Supported by the National Science Foundation, the CI Fellows program aids recent and soon-to-be Ph.D. computing graduates whose job search was hampered by COVID-19 and its continued disruption on academic job hiring practices and the economy.
CI Fellows receive a $75K annual stipend, work with a computing innovation mentor from another institution, and participate in cohort activities that support career development and community building.
Brantley, who is set to complete his doctoral degree in computer science in December, will go to Cornell University to design ranking algorithms with Thorsten Joachims, a professor of computer science and information science. They will study theoretical and practical aspects of learning-to-rank recommendation system problems, then propose methodologies with theoretical guarantees and practical benefits for sequential decision-making in the recommendation system.
As a researcher in the CLIP Lab, Brantley designs algorithms that efficiently integrate domain knowledge into sequential decision-making problems. He is advised by Hal Daumé III, a professor of computer science with appointments in the University of Maryland Institute for Advanced Computer Studies (UMIACS) and the Language Science Center (LSC).

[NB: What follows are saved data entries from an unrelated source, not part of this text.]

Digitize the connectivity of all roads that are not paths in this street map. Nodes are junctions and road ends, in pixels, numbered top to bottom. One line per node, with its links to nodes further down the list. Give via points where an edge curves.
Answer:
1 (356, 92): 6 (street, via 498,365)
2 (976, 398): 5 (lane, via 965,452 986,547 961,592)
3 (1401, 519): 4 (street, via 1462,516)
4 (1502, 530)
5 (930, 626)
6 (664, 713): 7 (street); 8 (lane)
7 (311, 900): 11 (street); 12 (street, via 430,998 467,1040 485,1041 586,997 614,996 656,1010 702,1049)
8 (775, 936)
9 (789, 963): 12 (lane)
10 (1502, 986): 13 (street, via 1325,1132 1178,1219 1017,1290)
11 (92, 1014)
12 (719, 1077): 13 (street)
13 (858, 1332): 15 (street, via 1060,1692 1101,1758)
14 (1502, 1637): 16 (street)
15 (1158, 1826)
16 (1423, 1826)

“Kianté is the sort of student who you can drop in any situation and he’ll find a way to learn from others and make progress on hard problems,” says Daumé. “Plus, people want to work with him—he’s smart, diligent, and also a pleasure to interact with.”
Last year, Brantley was awarded the competitive Microsoft Research Research Dissertation Grant. He also won second place for his talk at the Natural Language and Speech Symposium, the field’s leading conference.
Peskov, who is also expected to complete his doctoral degree in computer science this December, will go on to Princeton University to work with Brandon Stewart, an assistant professor of sociology.
Stewart and Peskov will apply natural language processing tools to better understand organizational decision making, analyze communication from a variety of organizational domains, and create general tools for interdisciplinary work.
Peskov’s research lies in leveraging domain experts to create meaningful and accurate datasets for question answering, machine translation and computational social science. He is advised by associate professor of computer science Jordan Boyd-Graber.
“Denis works on creating the fuel to power artificial intelligence—new and interesting datasets,” says Boyd-Graber, who holds appointments in UMIACS and LSC along with Duamé.
Boyd-Graber describes Peskov as an apostle for quantitative methods because he uses machine learning methods to address real-world problems, and help software makers better communicate how their machine learning products operate.
In 2019, Peskov was awarded the German Academic Exchange Service scholarship by Germany’s largest international educational exchange program, similar to the prestigious Fulbright U.S. Student Program.
UMD is also hosting two incoming CI Fellows from other universities.
Troi Williams, a Ph.D. candidate from the University of South Florida, will be working with assistant professor of computer science Pratap Tokekar on integrating state-dependent sensor measurement models and risk-aware planning.
They aim to develop a novel active perception and planning framework for multi-robot teams that balances computation time and model prediction accuracy, enabling the team to dynamically alter its behavior depending on the current or future situation.
After graduating from the University of California, Los Angeles, Jieyu Zhao will work with Dúame to better understand and intervene on societal biases in natural language processing. Her research is about understanding the societal biases in existing machine learning models, and proposing corresponding methods to intervene on models’ behaviors to reduce those biases.